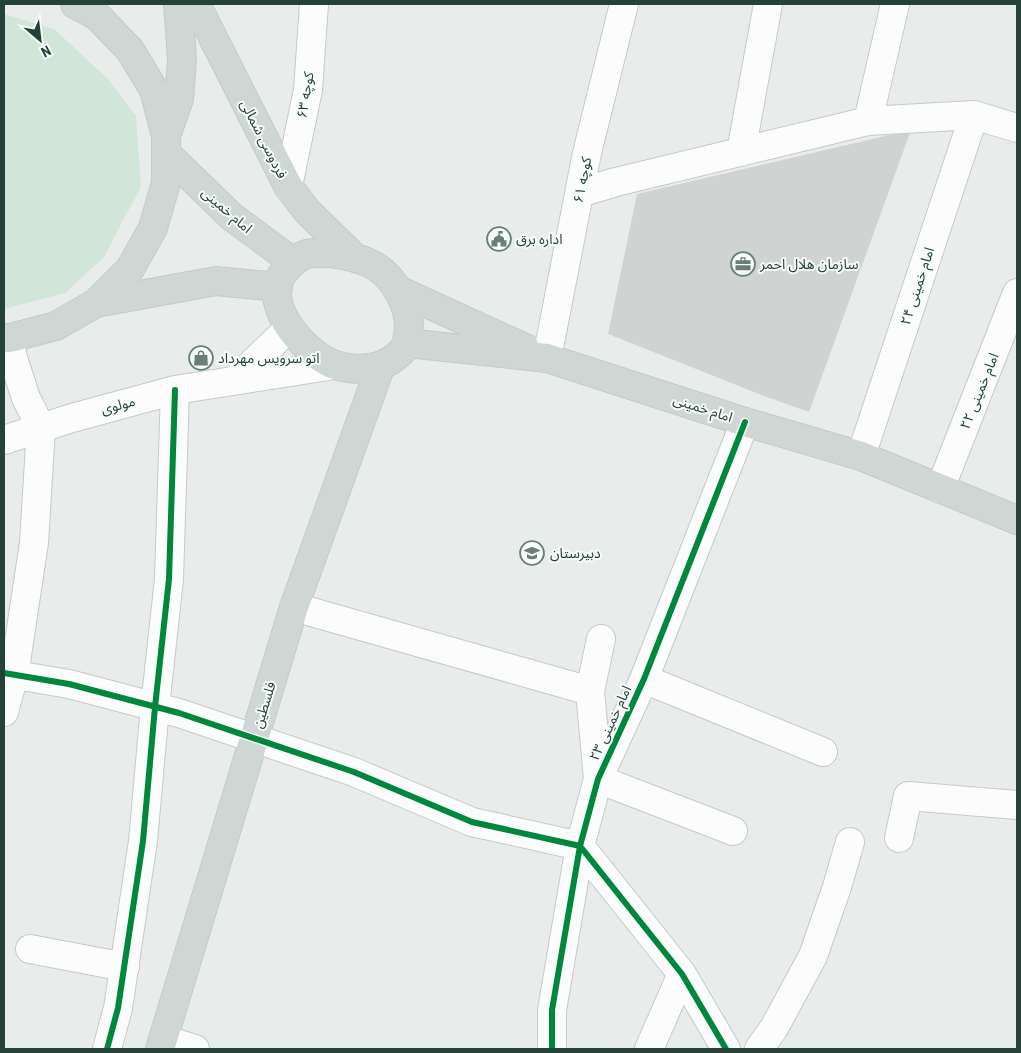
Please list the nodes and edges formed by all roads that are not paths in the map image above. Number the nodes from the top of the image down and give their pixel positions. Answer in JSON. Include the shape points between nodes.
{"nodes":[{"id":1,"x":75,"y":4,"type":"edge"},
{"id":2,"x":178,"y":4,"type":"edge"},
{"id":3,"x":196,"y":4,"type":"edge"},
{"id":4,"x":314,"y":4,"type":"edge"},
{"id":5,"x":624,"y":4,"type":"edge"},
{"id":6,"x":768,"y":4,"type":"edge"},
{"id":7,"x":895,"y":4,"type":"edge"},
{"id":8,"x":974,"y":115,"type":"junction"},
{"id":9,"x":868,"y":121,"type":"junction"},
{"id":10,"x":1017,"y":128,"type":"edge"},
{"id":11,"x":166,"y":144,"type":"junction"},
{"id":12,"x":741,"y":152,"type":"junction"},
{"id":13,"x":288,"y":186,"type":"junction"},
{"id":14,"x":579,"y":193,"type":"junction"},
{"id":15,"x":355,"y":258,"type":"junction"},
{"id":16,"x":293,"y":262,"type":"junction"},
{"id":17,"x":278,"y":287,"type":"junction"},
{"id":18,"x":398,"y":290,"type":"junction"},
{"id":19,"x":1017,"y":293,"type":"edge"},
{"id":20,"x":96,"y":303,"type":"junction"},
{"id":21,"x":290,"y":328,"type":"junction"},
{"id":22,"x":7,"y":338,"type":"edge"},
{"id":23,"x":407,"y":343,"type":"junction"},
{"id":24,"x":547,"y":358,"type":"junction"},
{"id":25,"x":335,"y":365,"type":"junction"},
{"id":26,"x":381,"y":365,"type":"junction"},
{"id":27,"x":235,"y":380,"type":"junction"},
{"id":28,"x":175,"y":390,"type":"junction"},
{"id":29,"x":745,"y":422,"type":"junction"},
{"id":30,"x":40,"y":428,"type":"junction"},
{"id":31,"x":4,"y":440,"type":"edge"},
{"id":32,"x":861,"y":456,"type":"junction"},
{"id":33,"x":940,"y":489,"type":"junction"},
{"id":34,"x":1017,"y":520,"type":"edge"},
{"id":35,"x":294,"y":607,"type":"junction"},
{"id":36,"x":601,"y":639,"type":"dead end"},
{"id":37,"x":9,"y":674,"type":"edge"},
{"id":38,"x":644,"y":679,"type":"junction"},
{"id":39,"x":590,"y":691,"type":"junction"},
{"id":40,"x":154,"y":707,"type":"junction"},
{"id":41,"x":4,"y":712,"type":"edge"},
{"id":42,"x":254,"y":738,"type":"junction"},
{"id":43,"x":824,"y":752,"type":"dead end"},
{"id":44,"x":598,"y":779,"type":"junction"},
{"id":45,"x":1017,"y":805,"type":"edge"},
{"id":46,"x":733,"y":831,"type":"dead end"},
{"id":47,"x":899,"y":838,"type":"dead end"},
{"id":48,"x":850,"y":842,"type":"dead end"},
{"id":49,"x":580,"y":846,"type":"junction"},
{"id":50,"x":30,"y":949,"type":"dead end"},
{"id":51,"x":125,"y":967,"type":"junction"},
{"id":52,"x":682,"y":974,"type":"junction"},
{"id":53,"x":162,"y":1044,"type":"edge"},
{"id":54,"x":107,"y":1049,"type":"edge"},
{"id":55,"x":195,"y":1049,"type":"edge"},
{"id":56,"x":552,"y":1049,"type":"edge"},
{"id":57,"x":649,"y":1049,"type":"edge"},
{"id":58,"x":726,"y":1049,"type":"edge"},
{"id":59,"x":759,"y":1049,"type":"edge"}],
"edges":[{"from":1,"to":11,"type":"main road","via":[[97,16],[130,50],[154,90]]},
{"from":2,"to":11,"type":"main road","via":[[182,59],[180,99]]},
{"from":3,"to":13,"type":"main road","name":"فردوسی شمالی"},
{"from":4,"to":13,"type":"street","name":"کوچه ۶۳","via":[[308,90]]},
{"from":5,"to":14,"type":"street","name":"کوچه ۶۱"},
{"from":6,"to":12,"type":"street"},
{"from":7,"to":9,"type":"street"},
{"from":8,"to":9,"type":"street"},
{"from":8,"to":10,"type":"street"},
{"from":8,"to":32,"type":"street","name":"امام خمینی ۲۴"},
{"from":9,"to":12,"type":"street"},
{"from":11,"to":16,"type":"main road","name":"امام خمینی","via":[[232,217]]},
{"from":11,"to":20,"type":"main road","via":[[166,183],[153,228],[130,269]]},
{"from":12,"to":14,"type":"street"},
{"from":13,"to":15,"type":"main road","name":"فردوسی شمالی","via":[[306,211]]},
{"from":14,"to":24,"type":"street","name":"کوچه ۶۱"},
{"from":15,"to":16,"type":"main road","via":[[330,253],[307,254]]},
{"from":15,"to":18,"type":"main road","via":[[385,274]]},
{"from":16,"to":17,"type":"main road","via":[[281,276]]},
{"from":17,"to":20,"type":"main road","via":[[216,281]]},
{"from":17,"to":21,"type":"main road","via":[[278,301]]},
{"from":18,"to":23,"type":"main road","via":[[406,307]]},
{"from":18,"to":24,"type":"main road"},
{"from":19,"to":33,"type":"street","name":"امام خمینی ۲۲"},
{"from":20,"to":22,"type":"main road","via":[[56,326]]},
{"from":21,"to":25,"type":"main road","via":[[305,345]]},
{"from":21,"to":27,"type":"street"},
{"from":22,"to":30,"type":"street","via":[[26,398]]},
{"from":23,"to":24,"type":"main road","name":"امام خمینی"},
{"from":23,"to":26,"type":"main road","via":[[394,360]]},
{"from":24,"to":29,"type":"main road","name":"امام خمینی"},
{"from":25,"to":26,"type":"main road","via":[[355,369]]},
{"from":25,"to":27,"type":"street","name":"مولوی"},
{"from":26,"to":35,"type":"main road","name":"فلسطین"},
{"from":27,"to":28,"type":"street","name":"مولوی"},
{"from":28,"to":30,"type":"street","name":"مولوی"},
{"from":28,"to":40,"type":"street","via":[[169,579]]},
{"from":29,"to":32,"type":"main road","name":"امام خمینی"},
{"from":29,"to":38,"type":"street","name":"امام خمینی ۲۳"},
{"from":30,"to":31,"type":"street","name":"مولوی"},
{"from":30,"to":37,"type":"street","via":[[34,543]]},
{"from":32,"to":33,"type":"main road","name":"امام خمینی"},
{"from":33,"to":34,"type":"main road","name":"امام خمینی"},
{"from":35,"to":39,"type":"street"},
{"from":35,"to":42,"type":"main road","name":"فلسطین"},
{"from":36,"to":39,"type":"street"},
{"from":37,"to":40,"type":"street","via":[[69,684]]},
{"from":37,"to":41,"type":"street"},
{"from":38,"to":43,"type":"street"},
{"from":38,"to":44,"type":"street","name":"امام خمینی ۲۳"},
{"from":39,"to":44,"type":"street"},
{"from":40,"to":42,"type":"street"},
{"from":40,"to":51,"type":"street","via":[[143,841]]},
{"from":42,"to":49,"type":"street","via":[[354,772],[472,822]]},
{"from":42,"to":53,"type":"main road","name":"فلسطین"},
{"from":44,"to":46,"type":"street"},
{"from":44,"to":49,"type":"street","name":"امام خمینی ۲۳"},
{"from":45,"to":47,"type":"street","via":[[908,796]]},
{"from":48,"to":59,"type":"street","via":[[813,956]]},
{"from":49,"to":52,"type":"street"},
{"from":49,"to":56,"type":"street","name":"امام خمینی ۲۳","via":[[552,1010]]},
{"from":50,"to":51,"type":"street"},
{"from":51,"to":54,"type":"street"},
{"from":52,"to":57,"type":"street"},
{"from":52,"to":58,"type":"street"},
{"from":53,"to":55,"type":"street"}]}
- - - - -
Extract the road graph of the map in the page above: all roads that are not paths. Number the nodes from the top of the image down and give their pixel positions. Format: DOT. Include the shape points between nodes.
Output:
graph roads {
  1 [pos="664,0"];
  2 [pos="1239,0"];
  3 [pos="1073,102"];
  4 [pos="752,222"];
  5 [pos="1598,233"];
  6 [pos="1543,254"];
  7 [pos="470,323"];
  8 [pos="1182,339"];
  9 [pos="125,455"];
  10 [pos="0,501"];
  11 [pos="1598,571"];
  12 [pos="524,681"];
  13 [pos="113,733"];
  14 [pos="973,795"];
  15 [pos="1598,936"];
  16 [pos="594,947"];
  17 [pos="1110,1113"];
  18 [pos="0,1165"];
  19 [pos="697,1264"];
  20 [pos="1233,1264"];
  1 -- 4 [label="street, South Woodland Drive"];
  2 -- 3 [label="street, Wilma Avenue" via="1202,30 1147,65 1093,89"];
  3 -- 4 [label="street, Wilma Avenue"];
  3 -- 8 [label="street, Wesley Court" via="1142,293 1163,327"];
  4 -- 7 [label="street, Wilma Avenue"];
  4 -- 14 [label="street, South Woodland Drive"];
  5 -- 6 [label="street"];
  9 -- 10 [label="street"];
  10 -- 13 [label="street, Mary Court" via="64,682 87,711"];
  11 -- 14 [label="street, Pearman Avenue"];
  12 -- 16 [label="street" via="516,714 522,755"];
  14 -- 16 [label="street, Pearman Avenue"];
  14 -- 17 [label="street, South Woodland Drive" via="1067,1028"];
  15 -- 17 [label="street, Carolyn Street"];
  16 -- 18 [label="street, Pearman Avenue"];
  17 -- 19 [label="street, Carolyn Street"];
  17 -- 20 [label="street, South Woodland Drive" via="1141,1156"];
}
- - - - -
TASK OBJECTIVE:
If a line in the data above contains "nodes", return that line.

EXPECTED OUTPUT:
Please list the nodes and edges formed by all roads that are not paths in the map image above. Number the nodes from the top of the image down and give their pixel positions. Answer in JSON. Include the shape points between nodes.
{"nodes":[{"id":1,"x":75,"y":4,"type":"edge"},
Extract the road graph of the map in the page above: all roads that are not paths. Number the nodes from the top of the image down and give their pixel positions. Format: DOT. Include the shape points between nodes.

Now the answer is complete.